Alors que Cuba fait face à des coupures d'électricité sans précédent, l'arrivée imminente d'un pétrolier russe, l'Anatoly Kolodin, ravive les tensions sur l'approvisionnement énergétique de l'île. Ce navire, chargé de 730 000 barils de brut, doit toucher terre à Matanzas, défiant ainsi le blocus de Washington imposé à l'île communiste.
Selon le site MarineTraffic, l'Anatoly Kolodin naviguait vers le nord de Cuba dimanche soir à une vitesse d'environ 14 nœuds (25 km/h) et sa date d'arrivée, initialement prévue pour le 30 mars, a été repoussée au 31 mars. Ce transport pétrolier pose la question de la réaction américaine : pourquoi les autorités n'ont-elles pas essayé d'intercepter ce cargaison?
Jorge Piñon, expert en énergie à l'Université du Texas, s'est dit surpris de l'inaction des États-Unis face à ce défi. D'après lui, une fois que le pétrolier sera dans les eaux cubaines, « il sera quasiment impossible pour le gouvernement américain de l'arrêter », a-t-il précisé à l'AFP.
Une déclaration surprenante de Donald Trump
Dans un contexte tendu, Donald Trump a déclaré sa sympathie pour le peuple cubain, précisant qu'il n'était pas inquiet des conséquences de cette livraison pour le régime communiste. « Si un pays souhaite envoyer du pétrole à Cuba, je n'ai aucun problème avec cela, que ce soit la Russie ou non », a-t-il indiqué en revenant à Washington à bord de l'Air Force One.
Il a aussi qualifié le gouvernement cubain de « mauvais et corrompu », soulignant que même si un bateau de pétrole arrivait, cela ne changerait pas la situation. « Je préfère qu'ils reçoivent ce pétrole, car les gens ont besoin de chauffage et d'électricité. »
Le New York Times a rapporté que les garde-côtes américains avaient permis la livraison du pétrolier, selon une source anonyme.
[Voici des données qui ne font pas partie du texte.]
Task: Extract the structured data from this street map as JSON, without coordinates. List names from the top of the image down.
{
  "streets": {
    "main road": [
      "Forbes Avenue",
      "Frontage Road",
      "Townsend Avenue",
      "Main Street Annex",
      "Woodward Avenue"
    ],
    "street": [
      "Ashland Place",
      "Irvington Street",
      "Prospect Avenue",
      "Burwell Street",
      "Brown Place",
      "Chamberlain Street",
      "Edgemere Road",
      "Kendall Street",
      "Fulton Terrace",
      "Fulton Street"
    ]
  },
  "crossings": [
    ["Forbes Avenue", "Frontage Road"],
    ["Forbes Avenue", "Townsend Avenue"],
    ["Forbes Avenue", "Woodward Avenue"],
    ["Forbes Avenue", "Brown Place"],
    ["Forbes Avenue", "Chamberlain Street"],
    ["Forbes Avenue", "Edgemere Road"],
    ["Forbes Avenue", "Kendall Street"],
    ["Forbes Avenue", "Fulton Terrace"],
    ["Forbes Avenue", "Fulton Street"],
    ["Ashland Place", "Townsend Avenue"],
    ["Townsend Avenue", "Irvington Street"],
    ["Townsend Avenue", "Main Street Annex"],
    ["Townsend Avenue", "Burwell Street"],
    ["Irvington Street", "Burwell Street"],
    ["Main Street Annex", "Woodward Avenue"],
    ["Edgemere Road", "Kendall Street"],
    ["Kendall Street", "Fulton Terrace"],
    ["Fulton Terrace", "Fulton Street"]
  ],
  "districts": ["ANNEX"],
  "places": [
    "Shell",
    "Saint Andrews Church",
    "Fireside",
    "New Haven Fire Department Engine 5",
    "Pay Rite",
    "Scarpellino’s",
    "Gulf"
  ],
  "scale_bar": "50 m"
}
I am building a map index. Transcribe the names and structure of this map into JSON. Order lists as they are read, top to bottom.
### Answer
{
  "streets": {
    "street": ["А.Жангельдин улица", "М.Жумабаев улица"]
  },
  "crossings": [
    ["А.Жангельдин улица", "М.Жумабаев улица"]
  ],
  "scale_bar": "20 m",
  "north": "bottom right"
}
Bien que les sanctions contre le pétrole russe aient été assouplies, les hydrocarbures ne peuvent toujours pas être expédiés vers Cuba ni la Corée du Nord.
La crise économique à Cuba s'aggrave
Cuba a perdu son principal allié, le Venezuela, en janvier, lorsque les États-Unis ont capturé le président Nicolas Maduro, qui fournissait le pétrole à l'île depuis 25 ans. Les coupures d'électricité régulières de plus de vingt heures affectent le pays depuis le début de l'année, avec au moins sept coupures à l'échelle nationale en 2024.
Le président Miguel Diazcanel a été contraint d'adopter des mesures drastiques de rationnement. Les prix des carburants augmentent, les transports publics sont réduits, et certaines compagnies aériennes ont suspendu leurs vols vers Cuba.
Le 20 mars, le Kremlin a annoncé discuter avec Cuba des moyens d'assistance, alors que les deux pays renforcent leur collaboration depuis le début de la guerre en Ukraine en 2022. Une fois le carburant de l'Anatoly Kolodin arrivé, la transformation du brut en produits raffinés prendrait entre quinze et vingt jours.
En effet, l'expert Jorge Piñon indique : « Le besoin urgent aujourd'hui est le gazole. La cargaison pourrait satisfaire la demande durant environ douze jours et demi. » La décision du gouvernement cubain sur l'utilisation de ce carburant sera cruciale pour la continuité des activités économiques durant la crise actuelle.